During a most dark and dismal time in our nations history, we find that the Africans who endured horrible circumstances during slavery, found ways of peace and hope in their religious beliefs. During slavery, African's where able to survive unbearable conditions by focusing on their spirituality.
Christianity was amongst the slave community. Being that the vast majority of the slave community was born in America, converting slaves to Christianity was not a struggle. All slaves were not Christian, and slaves that had accepted Christianity were not official members of the church. Over time Slaves made Christianity their own. There would be occurrences where church gatherings would hold both white and black members. Slave religion was both institutional and non institutional. The slave gatherings would be both formally organized and spontaneously adapted. These gatherings would usually take place at night in the woods. Slaves enjoyed their own meetings better because they could sing and pray as they wanted. In some cases slave masters would not allow attendance of church gatherings and prayer meetings, some slaves would risk flogging to attend these meetings. Christianity was transformed into by the slave community to its own particular experience. Teachings by white masters were usually geared towards reminding slaves that on good behavior to their white masters, they would be accepted into heaven and even then , they would be limited to a lesser heaven than there owners. Jesus was not talked about, teachings consisted only of the laws to not lie or steal from their masters. Slaves would soon start to hold their own gatherings to just sing and pray all night in hopes that they would not be caught. Slaves were not allowed to sing or pray in the homes of their masters. There was no freedom of free worship. Slaves were often punished for this type of behavior; their masters would fear that they were praying against them. Prayer, song, close communities, and feeling the spirit would refresh the slaves in times of distress. Freedom was usually the topic of prayer and it was all slaves had. They had great faith in the lord and believed that their true home was heaven. Some masters were known to enjoy the singing, praying and preaching of their slaves. Many slaves were baptized and taught to pray certain prayers by their masters, but were rarely truly educated on the true definition of Christianity. Most slaves held on to their African religious practices, this in return formed many hybrid religions.

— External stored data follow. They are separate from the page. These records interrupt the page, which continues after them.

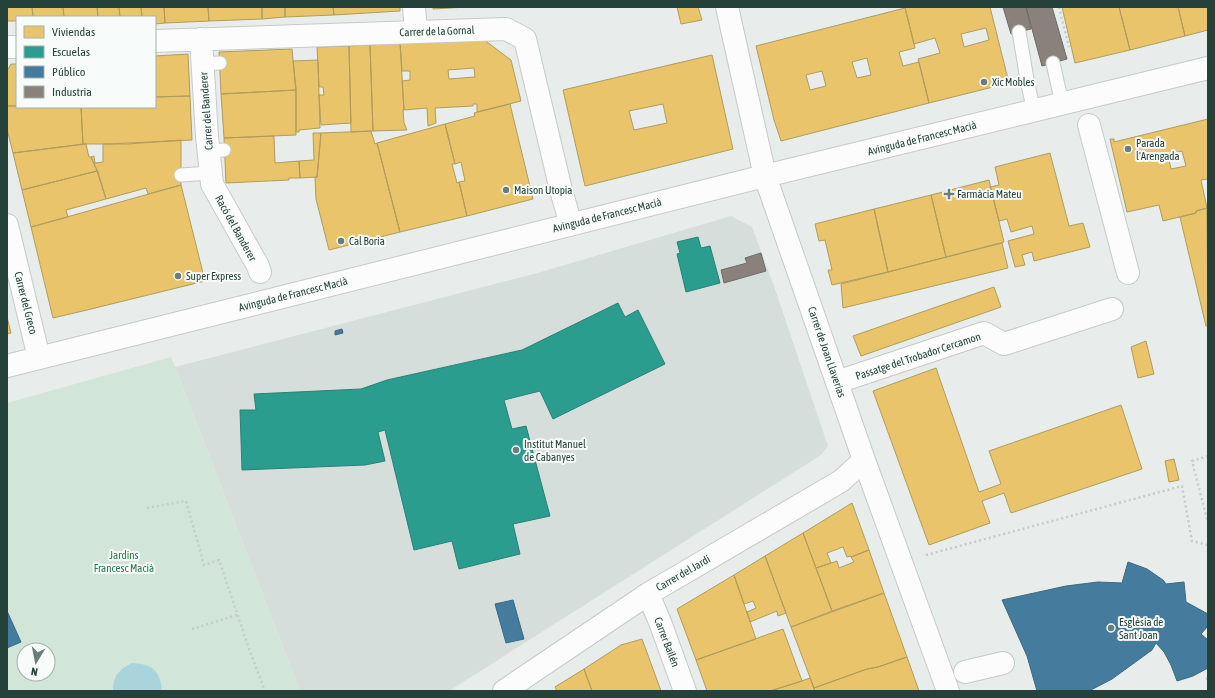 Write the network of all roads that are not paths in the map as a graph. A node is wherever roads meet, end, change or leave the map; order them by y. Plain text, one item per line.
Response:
1 (414, 7) edge
2 (727, 7) edge
3 (416, 31) junction
4 (1019, 32) dead end
5 (201, 39) junction
6 (156, 41) edge
7 (1053, 63) dead end
8 (1208, 68) edge
9 (1064, 104) junction
10 (1034, 111) junction
11 (1089, 125) dead end
12 (182, 175) dead end
13 (765, 176) junction
14 (211, 178) junction
15 (7, 225) edge
16 (571, 225) junction
17 (260, 272) dead end
18 (1128, 272) dead end
19 (1112, 309) dead end
20 (39, 358) junction
21 (7, 366) edge
22 (837, 382) junction
23 (864, 460) junction
24 (648, 594) junction
25 (1003, 663) dead end
26 (965, 672) dead end
27 (504, 691) edge
28 (685, 691) edge
29 (948, 691) edge

1 - 3 street
2 - 13 street, Carrer de Joan Llaverias
3 - 5 street, Carrer de la Gornal
3 - 16 street, Carrer de la Gornal
4 - 10 lane
5 - 6 street, Carrer de la Gornal
5 - 14 street, Carrer del Banderer
7 - 9 lane
8 - 9 street, Avinguda de Francesc Macià
9 - 10 street, Avinguda de Francesc Macià
10 - 13 street, Avinguda de Francesc Macià
11 - 18 street
12 - 14 lane
13 - 16 street, Avinguda de Francesc Macià
13 - 22 street, Carrer de Joan Llaverias
14 - 17 street, Racó del Banderer
15 - 20 street, Carrer del Greco
16 - 20 street, Avinguda de Francesc Macià
19 - 22 street, Passatge del Trobador Cercamon
20 - 21 street, Avinguda de Francesc Macià
22 - 23 street, Carrer de Joan Llaverias
23 - 24 street, Carrer del Jardí
23 - 29 street, Carrer de Joan Llaverias
24 - 27 street, Carrer del Jardí
24 - 28 street, Carrer Bailén
25 - 26 street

Voodoo would be one, this religion originated in the island of St. Dominquez. Voodoo was a combination of Catholicism with various West African traditions. There were 3 tiers in spiritual hierarchy. There was one supreme deity several ancestral gods, and many minor spirits. There was also a strong emphasis on magic. Africans were very spiritual people. Negro spirituals were an important factor to enduring slavery. Slaves enjoyed Negro spirituals as a way of enduring hard times and as a form of praise to god despite their situation. It was a form of release and peace to sing and dance amongst each other within their community. During slavery and afterwards, workers were allowed to sing songs during their working time. This was the case when they had to coordinate their efforts for hauling a fallen tree or any heavy load. For example, prisoners used to sing "chain gang" songs, when they worked on the road or some construction. But some "drivers" also allowed slaves to sing "quiet" songs, if they were not apparently against slaveholders. Such songs could be sung either by only one or by several slaves. They were used for expressing personal feeling, and for cheering one another.

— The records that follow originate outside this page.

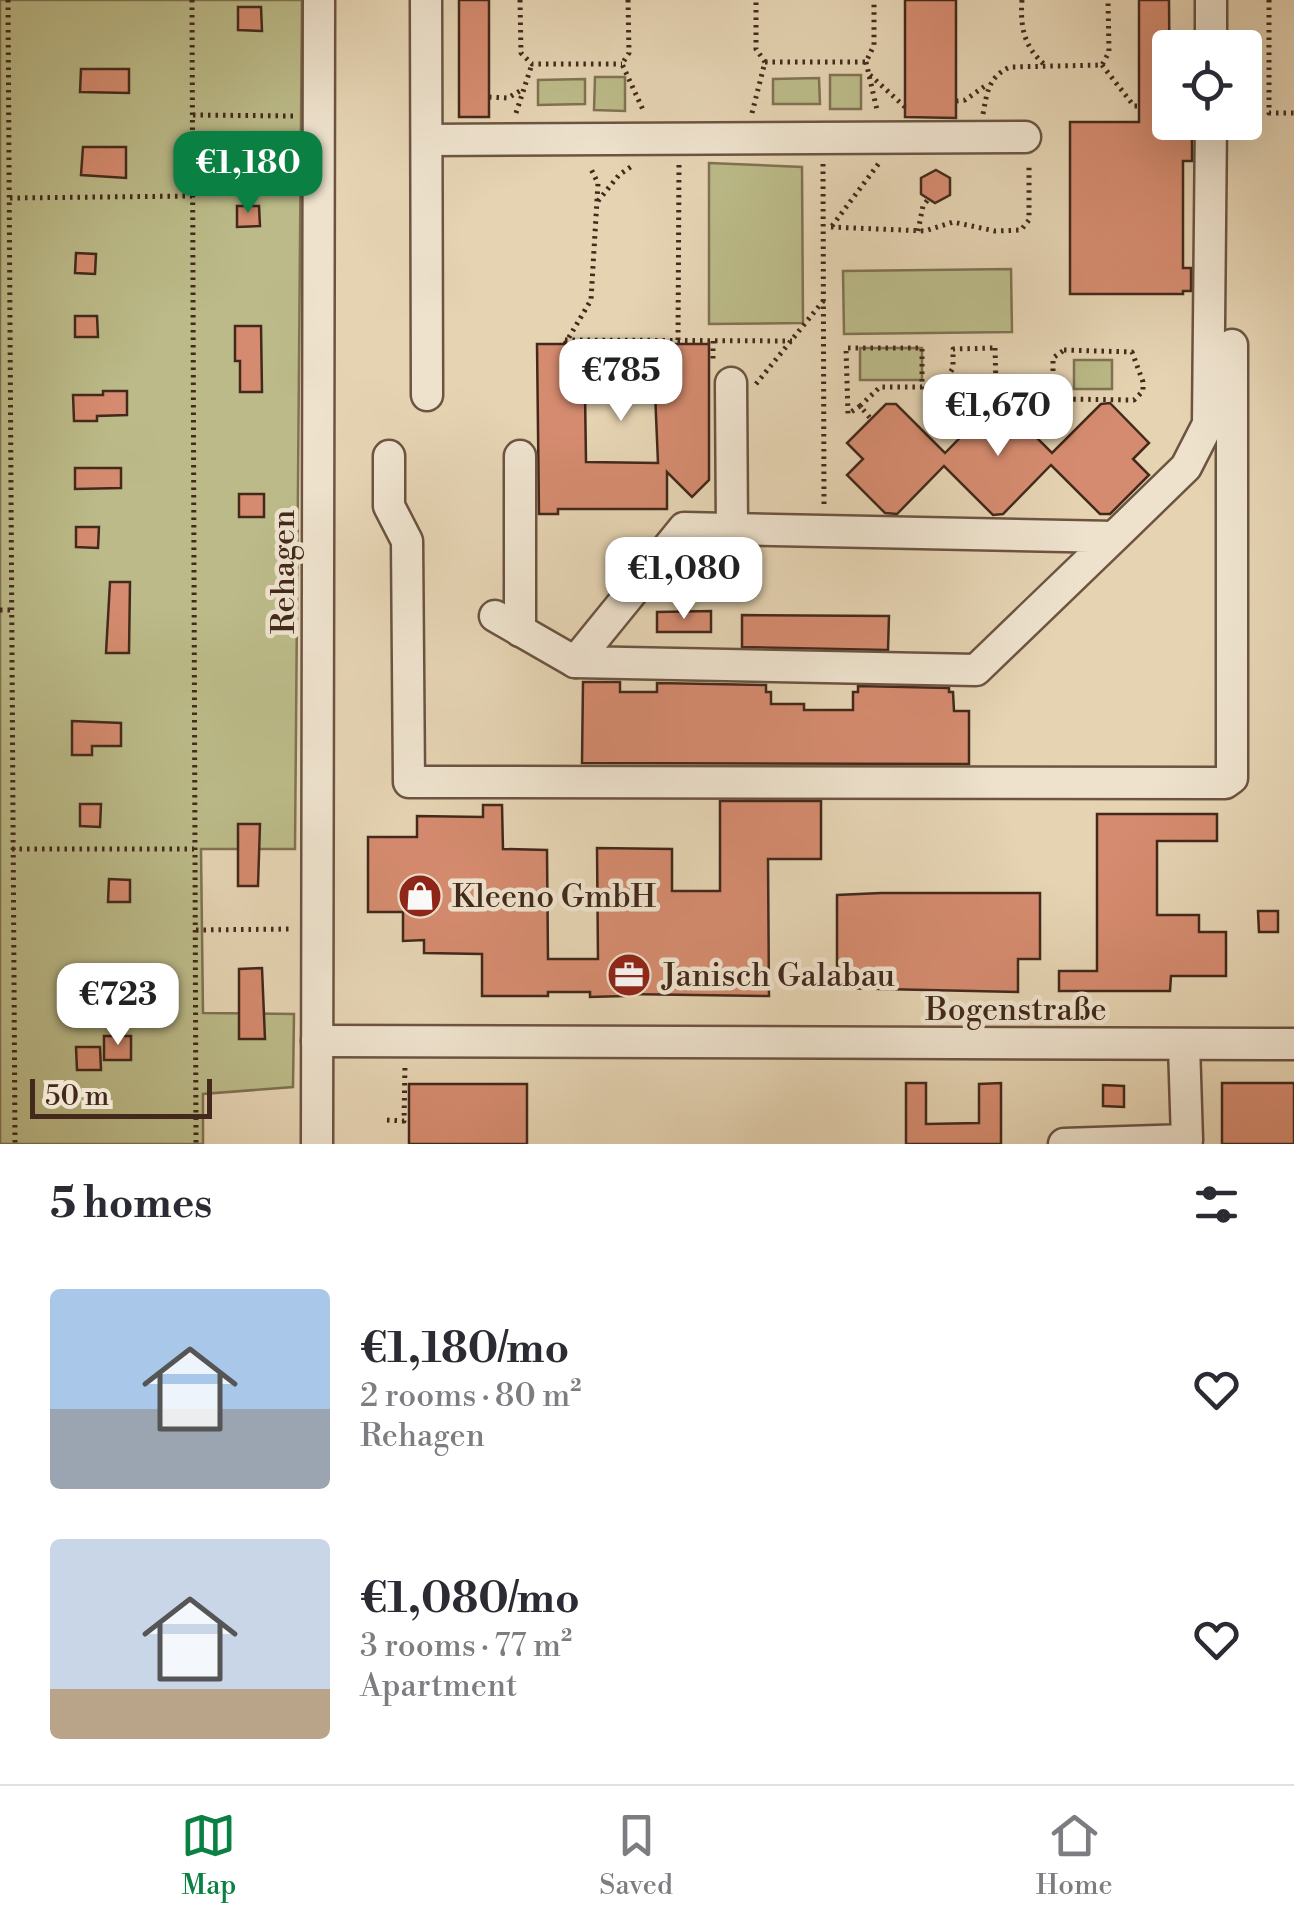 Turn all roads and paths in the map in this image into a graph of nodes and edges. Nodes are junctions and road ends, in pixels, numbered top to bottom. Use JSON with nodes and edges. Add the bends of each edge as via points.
{"nodes":[{"id":1,"x":8,"y":0,"type":"edge"},
{"id":2,"x":192,"y":0,"type":"edge"},
{"id":3,"x":318,"y":0,"type":"edge"},
{"id":4,"x":426,"y":0,"type":"edge"},
{"id":5,"x":520,"y":0,"type":"edge"},
{"id":6,"x":628,"y":0,"type":"edge"},
{"id":7,"x":756,"y":0,"type":"edge"},
{"id":8,"x":874,"y":0,"type":"edge"},
{"id":9,"x":1022,"y":0,"type":"edge"},
{"id":10,"x":1108,"y":0,"type":"edge"},
{"id":11,"x":1212,"y":0,"type":"edge"},
{"id":12,"x":1269,"y":0,"type":"edge"},
{"id":13,"x":1211,"y":30,"type":"edge"},
{"id":14,"x":765,"y":62,"type":"junction"},
{"id":15,"x":866,"y":62,"type":"junction"},
{"id":16,"x":532,"y":64,"type":"junction"},
{"id":17,"x":622,"y":64,"type":"junction"},
{"id":18,"x":1102,"y":65,"type":"junction"},
{"id":19,"x":1047,"y":67,"type":"junction"},
{"id":20,"x":868,"y":74,"type":"junction"},
{"id":21,"x":990,"y":82,"type":"junction"},
{"id":22,"x":524,"y":88,"type":"junction"},
{"id":23,"x":489,"y":97,"type":"dead end"},
{"id":24,"x":956,"y":101,"type":"dead end"},
{"id":25,"x":1139,"y":106,"type":"dead end"},
{"id":26,"x":905,"y":107,"type":"dead end"},
{"id":27,"x":1294,"y":113,"type":"edge"},
{"id":28,"x":192,"y":116,"type":"junction"},
{"id":29,"x":319,"y":116,"type":"junction"},
{"id":30,"x":515,"y":117,"type":"dead end"},
{"id":31,"x":646,"y":117,"type":"dead end"},
{"id":32,"x":982,"y":117,"type":"dead end"},
{"id":33,"x":888,"y":128,"type":"junction"},
{"id":34,"x":1024,"y":137,"type":"joint"},
{"id":35,"x":824,"y":138,"type":"junction"},
{"id":36,"x":679,"y":139,"type":"junction"},
{"id":37,"x":745,"y":139,"type":"junction"},
{"id":38,"x":426,"y":140,"type":"junction"},
{"id":39,"x":576,"y":140,"type":"junction"},
{"id":40,"x":1211,"y":140,"type":"edge"},
{"id":41,"x":192,"y":196,"type":"junction"},
{"id":42,"x":9,"y":198,"type":"junction"},
{"id":43,"x":929,"y":198,"type":"dead end"},
{"id":44,"x":831,"y":228,"type":"junction"},
{"id":45,"x":918,"y":230,"type":"junction"},
{"id":46,"x":824,"y":236,"type":"junction"},
{"id":47,"x":824,"y":300,"type":"junction"},
{"id":48,"x":678,"y":340,"type":"junction"},
{"id":49,"x":792,"y":341,"type":"junction"},
{"id":50,"x":1232,"y":345,"type":"dead end"},
{"id":51,"x":1128,"y":351,"type":"joint"},
{"id":52,"x":427,"y":395,"type":"dead end"},
{"id":53,"x":731,"y":398,"type":"joint"},
{"id":54,"x":970,"y":404,"type":"junction"},
{"id":55,"x":860,"y":406,"type":"junction"},
{"id":56,"x":871,"y":419,"type":"dead end"},
{"id":57,"x":978,"y":420,"type":"dead end"},
{"id":58,"x":389,"y":456,"type":"dead end"},
{"id":59,"x":520,"y":456,"type":"dead end"},
{"id":60,"x":732,"y":529,"type":"junction"},
{"id":61,"x":824,"y":531,"type":"junction"},
{"id":62,"x":1114,"y":537,"type":"junction"},
{"id":63,"x":0,"y":610,"type":"edge"},
{"id":64,"x":11,"y":610,"type":"junction"},
{"id":65,"x":574,"y":662,"type":"junction"},
{"id":66,"x":12,"y":849,"type":"junction"},
{"id":67,"x":195,"y":849,"type":"junction"},
{"id":68,"x":196,"y":930,"type":"junction"},
{"id":69,"x":316,"y":930,"type":"junction"},
{"id":70,"x":317,"y":1042,"type":"junction"},
{"id":71,"x":405,"y":1042,"type":"junction"},
{"id":72,"x":1184,"y":1044,"type":"junction"},
{"id":73,"x":1294,"y":1044,"type":"edge"},
{"id":74,"x":387,"y":1120,"type":"dead end"},
{"id":75,"x":15,"y":1144,"type":"edge"},
{"id":76,"x":196,"y":1144,"type":"edge"},
{"id":77,"x":317,"y":1144,"type":"edge"},
{"id":78,"x":1064,"y":1144,"type":"edge"}],
"edges":[{"from":1,"to":42,"type":"path"},
{"from":2,"to":28,"type":"path"},
{"from":3,"to":29,"type":"street","name":"Rehagen"},
{"from":4,"to":38,"type":"street"},
{"from":5,"to":16,"type":"path","via":[[520,52]]},
{"from":6,"to":17,"type":"path","via":[[629,53]]},
{"from":7,"to":14,"type":"path","via":[[756,49]]},
{"from":8,"to":15,"type":"path","via":[[874,45]]},
{"from":9,"to":19,"type":"path","via":[[1023,36]]},
{"from":10,"to":18,"type":"path"},
{"from":11,"to":13,"type":"street"},
{"from":12,"to":27,"type":"path","via":[[1268,113]]},
{"from":14,"to":15,"type":"path"},
{"from":14,"to":37,"type":"path"},
{"from":15,"to":20,"type":"path"},
{"from":16,"to":17,"type":"path"},
{"from":16,"to":22,"type":"path"},
{"from":17,"to":31,"type":"path"},
{"from":18,"to":19,"type":"path"},
{"from":18,"to":25,"type":"path"},
{"from":19,"to":21,"type":"path","via":[[1010,67]]},
{"from":20,"to":26,"type":"path"},
{"from":20,"to":33,"type":"path"},
{"from":21,"to":24,"type":"path"},
{"from":21,"to":32,"type":"path"},
{"from":22,"to":23,"type":"path","via":[[508,98]]},
{"from":22,"to":30,"type":"path"},
{"from":28,"to":29,"type":"path"},
{"from":28,"to":41,"type":"path"},
{"from":29,"to":69,"type":"street","name":"Rehagen"},
{"from":33,"to":34,"type":"street"},
{"from":33,"to":35,"type":"street"},
{"from":33,"to":44,"type":"path"},
{"from":34,"to":45,"type":"path","via":[[1029,220],[1021,230],[953,222]]},
{"from":35,"to":37,"type":"street"},
{"from":35,"to":46,"type":"path"},
{"from":36,"to":37,"type":"street"},
{"from":36,"to":39,"type":"street"},
{"from":36,"to":48,"type":"path"},
{"from":38,"to":39,"type":"street"},
{"from":38,"to":52,"type":"street"},
{"from":39,"to":48,"type":"path","via":[[598,183],[591,300],[565,342]]},
{"from":40,"to":62,"type":"street","via":[[1208,424],[1186,466]]},
{"from":41,"to":42,"type":"path"},
{"from":41,"to":67,"type":"path"},
{"from":42,"to":64,"type":"path"},
{"from":43,"to":45,"type":"path"},
{"from":44,"to":45,"type":"path"},
{"from":44,"to":46,"type":"path"},
{"from":46,"to":47,"type":"path"},
{"from":47,"to":49,"type":"path"},
{"from":47,"to":61,"type":"path"},
{"from":48,"to":49,"type":"path"},
{"from":49,"to":53,"type":"path"},
{"from":50,"to":58,"type":"street","via":[[1232,778],[1225,783],[409,782],[407,541],[389,506]]},
{"from":51,"to":51,"type":"path","via":[[1057,354],[1056,394],[1134,400],[1143,382],[1136,355]]},
{"from":53,"to":60,"type":"street"},
{"from":54,"to":54,"type":"path","via":[[996,386],[996,348],[953,349],[944,414],[951,421]]},
{"from":54,"to":57,"type":"path"},
{"from":55,"to":55,"type":"path","via":[[880,387],[922,387],[922,348],[846,348],[848,414]]},
{"from":55,"to":56,"type":"path"},
{"from":59,"to":65,"type":"street","via":[[508,624]]},
{"from":60,"to":61,"type":"street"},
{"from":60,"to":65,"type":"street","via":[[684,528]]},
{"from":61,"to":62,"type":"street"},
{"from":62,"to":65,"type":"street","via":[[976,670]]},
{"from":63,"to":64,"type":"path"},
{"from":64,"to":66,"type":"path"},
{"from":66,"to":67,"type":"path"},
{"from":66,"to":75,"type":"path"},
{"from":67,"to":68,"type":"path"},
{"from":68,"to":69,"type":"path"},
{"from":68,"to":76,"type":"path"},
{"from":69,"to":70,"type":"street","name":"Rehagen"},
{"from":70,"to":71,"type":"street","name":"Bogenstraße"},
{"from":70,"to":77,"type":"street","name":"Rehagen"},
{"from":71,"to":72,"type":"street","name":"Bogenstraße"},
{"from":71,"to":74,"type":"path","via":[[404,1121]]},
{"from":72,"to":73,"type":"street","name":"Bogenstraße"},
{"from":72,"to":78,"type":"street","via":[[1187,1140]]}]}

Before Africans were converted to Christianity, they had their own sense of spirituality and religion. Traditional African religion and spirituality suffer the consequences of diminishing appeal. Black African religion can be considered unity of life and participation, and belief. African firmly believes that there is a living communion or bond of life which makes for solidarity among members of the same family. Before Christianity, Africans did have their own system of salvation. In traditional religions, salvation can and does take the form of courage to face the reality of morality. The church was looked art as a place for political activity, a source of economic cooperation, an agency of social control, and a refuge in a hostile white world. Slaves worshiped with great enthusiasm. Religion, after all, provided a ready refuge from their daily miseries and kindled the hope that one day their sorrows might end. Planter's actually encouraged religious observances among their slaves hoping that exposure to Christian precepts might make their laborers more docile, less prone to run away, and more cooperative and efficient workers. But slaves turned biblical scriptures to their own purposes forging a theology that often emphasized the theme of liberation. It was easy for them to see, for example, in the figure of Moses a useful model for their own dreams; like the Israelites, they too were ready to cross a River Jordan into a promised land of freedom. The religious services held in the quarters provided slaves with so many positive experiences that, even as they were being exploited, they managed bravely, but perhaps not too surprisingly, to feel that they were free within themselves. In this way slaves began to achieve a degree of liberation well before Lincoln signed the Emancipation Proclamation and the Union soldiers arrived bringing them the news. I felt like a bird out of a cage. Amen. Amen. Amen. I could hardly ask to feel any better than I did on that day.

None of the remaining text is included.